敗戦からわずか十数年で、「メイド・イン・ジャパン」を世界的ブランドへと押し上げた戦後日本の「ものづくり力」。その象徴とも言えるソニーの輝きは、多くの日本人に誇りと希望を与えたと言っても過言ではありません。今回のメルマガ『『グーグル日本法人元社長 辻野晃一郎のアタマの中』』では、『グーグルで必要なことは、みんなソニーが教えてくれた』等の著作で知られる辻野晃一郎さんが、1962年にニューヨークにオープンするや、1日に数千人が詰めかけたというソニーショールームの再現AI動画を紹介。その上で、人々を幸せにする工業製品によって築かれた日本ブランドの価値と、武器輸出解禁へ進む現在の日本社会に対する強い危機感を綴っています。
※本記事のタイトルはMAG2NEWS編集部によるものです:嬉しいAI動画投稿のご紹介
嬉しいAI動画投稿のご紹介
前号の「今週のメインコラム」、【3周年記念特別企画】第1回の安藤さんとの対談の中で、安藤さんが、「米国留学中の1965年頃に立ち寄ったニューヨーク5番街のソニーショールームが大変印象的で、それがソニーを意識した最初だった」という話をされていました。

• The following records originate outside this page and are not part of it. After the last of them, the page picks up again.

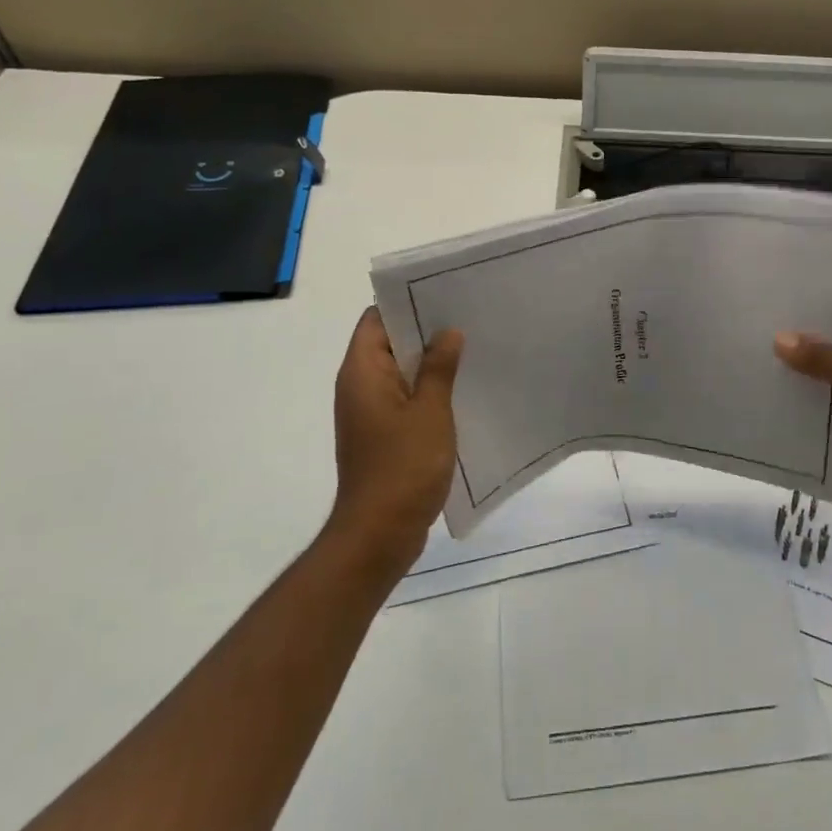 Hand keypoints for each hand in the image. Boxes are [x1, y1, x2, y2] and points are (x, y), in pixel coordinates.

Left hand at [326, 308, 464, 575]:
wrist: (378, 534)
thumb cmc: (403, 467)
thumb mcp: (430, 411)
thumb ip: (439, 368)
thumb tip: (447, 332)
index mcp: (362, 372)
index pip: (376, 319)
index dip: (406, 303)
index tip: (444, 296)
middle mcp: (359, 386)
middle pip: (388, 343)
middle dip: (425, 332)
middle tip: (468, 319)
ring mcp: (369, 412)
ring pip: (400, 372)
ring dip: (430, 363)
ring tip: (472, 350)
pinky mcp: (381, 435)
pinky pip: (404, 399)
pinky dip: (427, 391)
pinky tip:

これを読まれたメルマガ購読者の方が、Xに以下の投稿をされていたので、ご本人了承の上で紹介させていただきます。
● https://x.com/akihirotsukaue/status/2052994262330122681
塚上晃弘(Akihiro Tsukaue)|店舗集客/求人コンサルタント
@akihirotsukaue@ktsujinoさんのメルマガ「グーグル日本法人元社長 辻野晃一郎のアタマの中【Vol.155】」を拝読。
1965年、ニューヨーク5番街のソニーショールームの賑わいに思いを馳せた。
世界を席巻した日本のものづくり。あの熱気を、もう一度。
#ソニー #辻野晃一郎 #メルマガ
当時のソニーショールームの雰囲気を想像してAI動画で再現されたようです。もちろん、実際のものとは違うフィクション動画で、よく見ると辻褄の合わない箇所もありますが、是非ボリュームをオンにして再生してみてください。

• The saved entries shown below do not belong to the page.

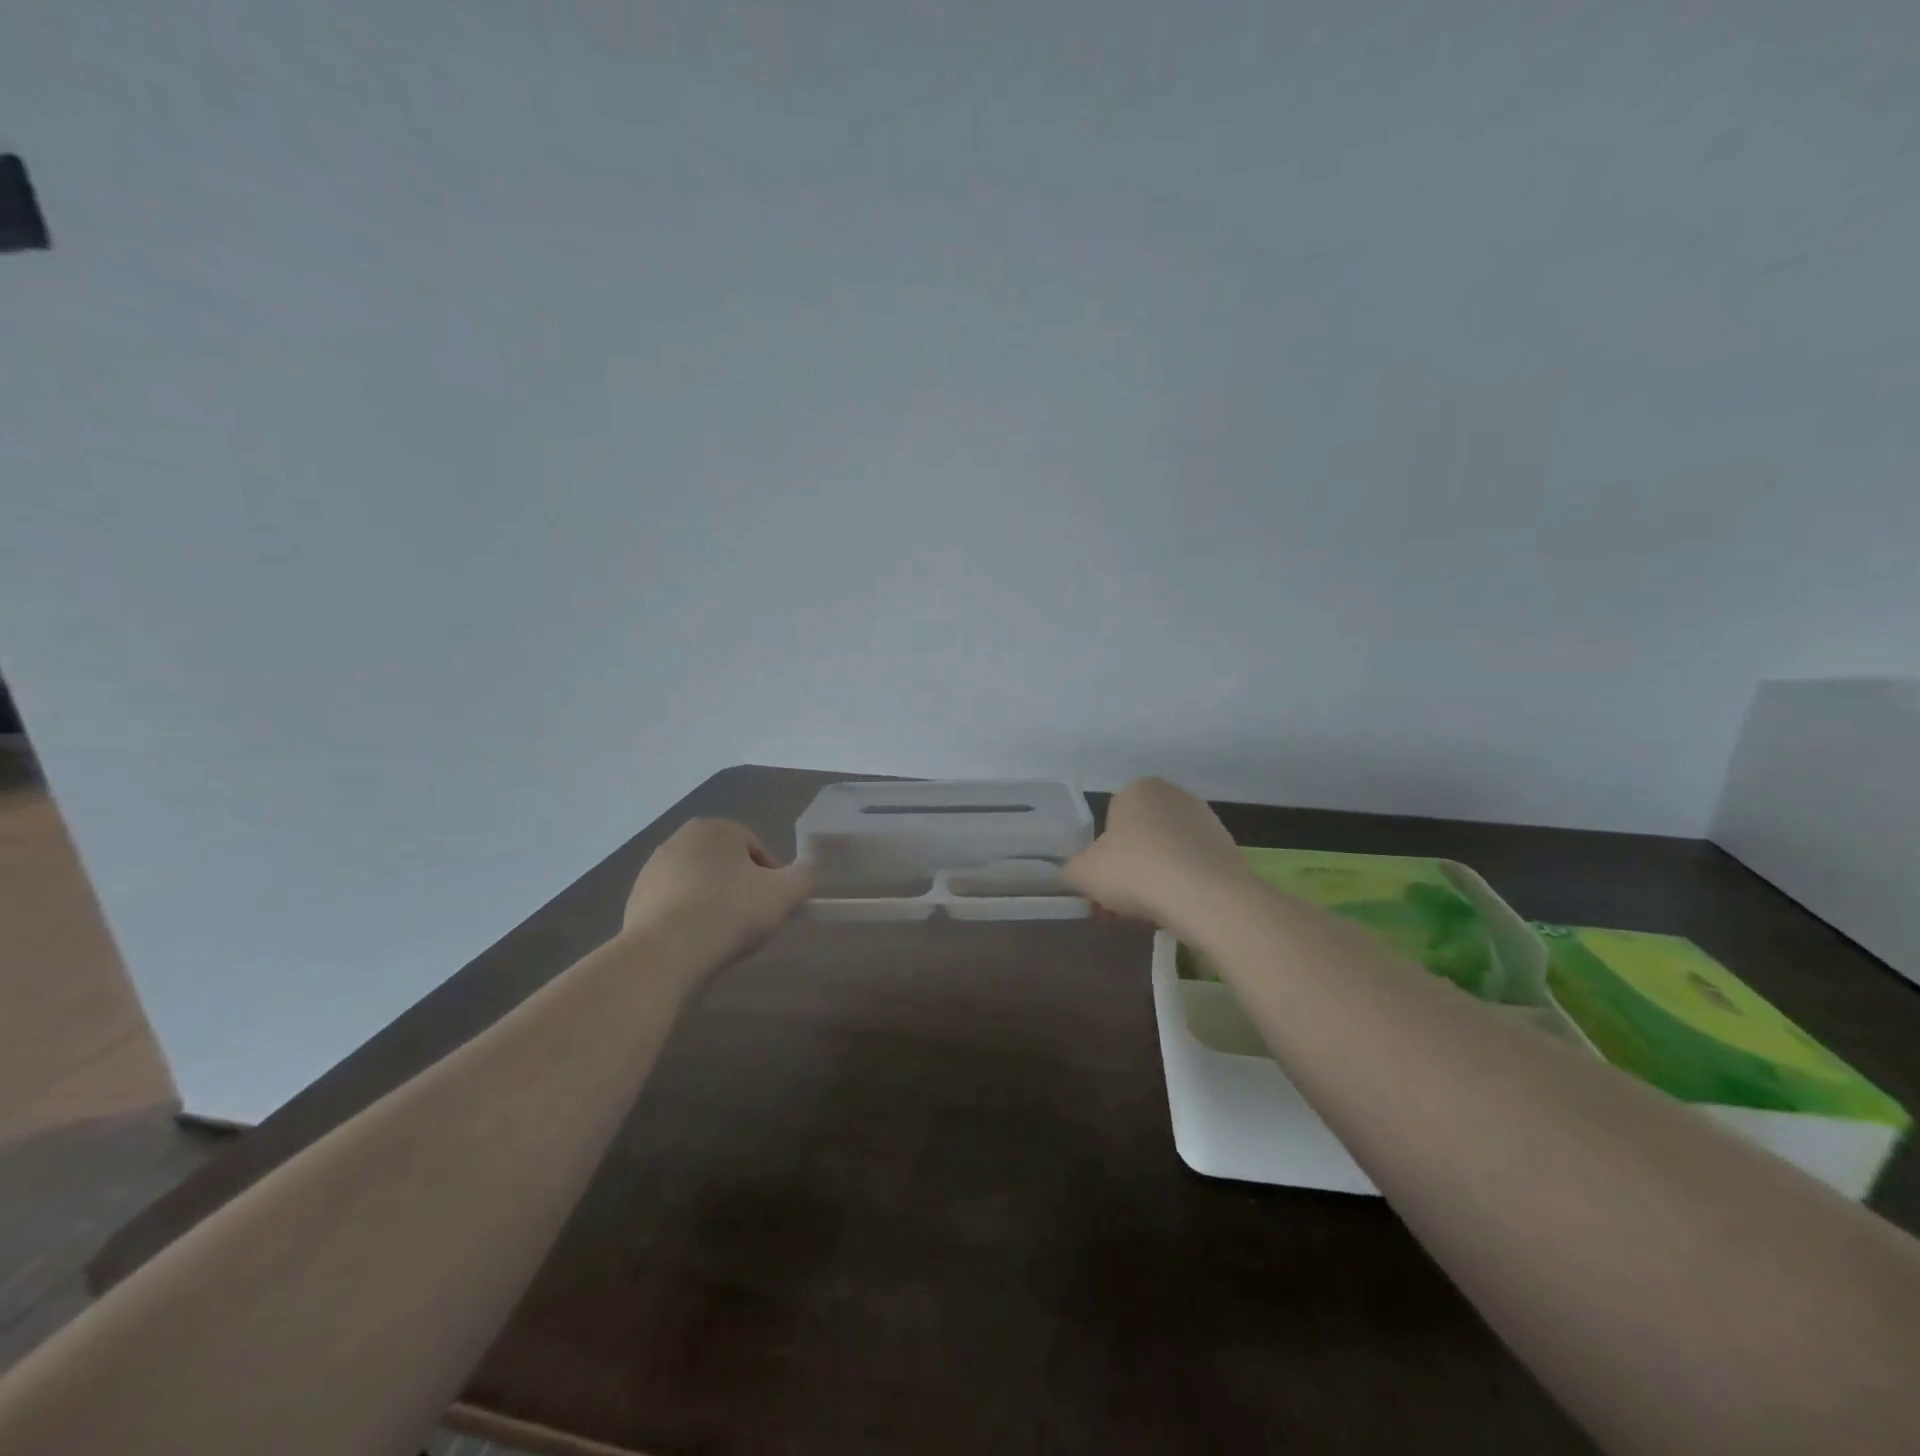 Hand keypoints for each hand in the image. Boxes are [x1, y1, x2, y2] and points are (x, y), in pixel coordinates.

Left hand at [623, 818, 812, 965]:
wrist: (665, 953)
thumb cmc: (731, 912)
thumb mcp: (785, 894)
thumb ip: (803, 877)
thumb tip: (804, 873)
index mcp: (717, 827)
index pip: (758, 849)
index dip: (773, 879)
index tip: (775, 906)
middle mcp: (680, 839)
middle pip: (726, 865)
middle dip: (740, 888)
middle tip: (752, 921)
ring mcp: (652, 870)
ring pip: (699, 885)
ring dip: (713, 904)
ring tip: (724, 937)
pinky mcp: (634, 901)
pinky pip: (674, 907)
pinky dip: (688, 921)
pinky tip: (696, 944)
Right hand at [1064, 777, 1251, 930]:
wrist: (1204, 896)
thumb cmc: (1135, 870)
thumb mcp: (1084, 873)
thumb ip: (1071, 870)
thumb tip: (1071, 874)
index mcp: (1138, 789)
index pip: (1112, 818)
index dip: (1104, 852)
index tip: (1104, 880)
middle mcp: (1174, 795)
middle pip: (1142, 834)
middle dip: (1132, 864)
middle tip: (1122, 898)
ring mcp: (1206, 820)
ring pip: (1169, 851)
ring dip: (1158, 875)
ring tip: (1150, 910)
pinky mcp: (1229, 848)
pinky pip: (1194, 867)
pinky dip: (1184, 885)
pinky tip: (1178, 909)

軽快なバックグラウンドミュージックの効果もあって、わずか45秒の中に、古き良き時代のアメリカや、そこに燦然と輝くソニーの存在感がダイレクトに伝わってくるようで、しばしノスタルジックな幸福感に浸ることができる秀作です。1日に数千人が詰めかけたといいますから、実際にはもっとごった返していたかもしれません。
@akihirotsukaueさん、どうもありがとうございました!
残念ながら、実際のニューヨークのソニーショールームの写真はあまり残っていないようですが、ソニーのHPには、以下の写真が掲載されています。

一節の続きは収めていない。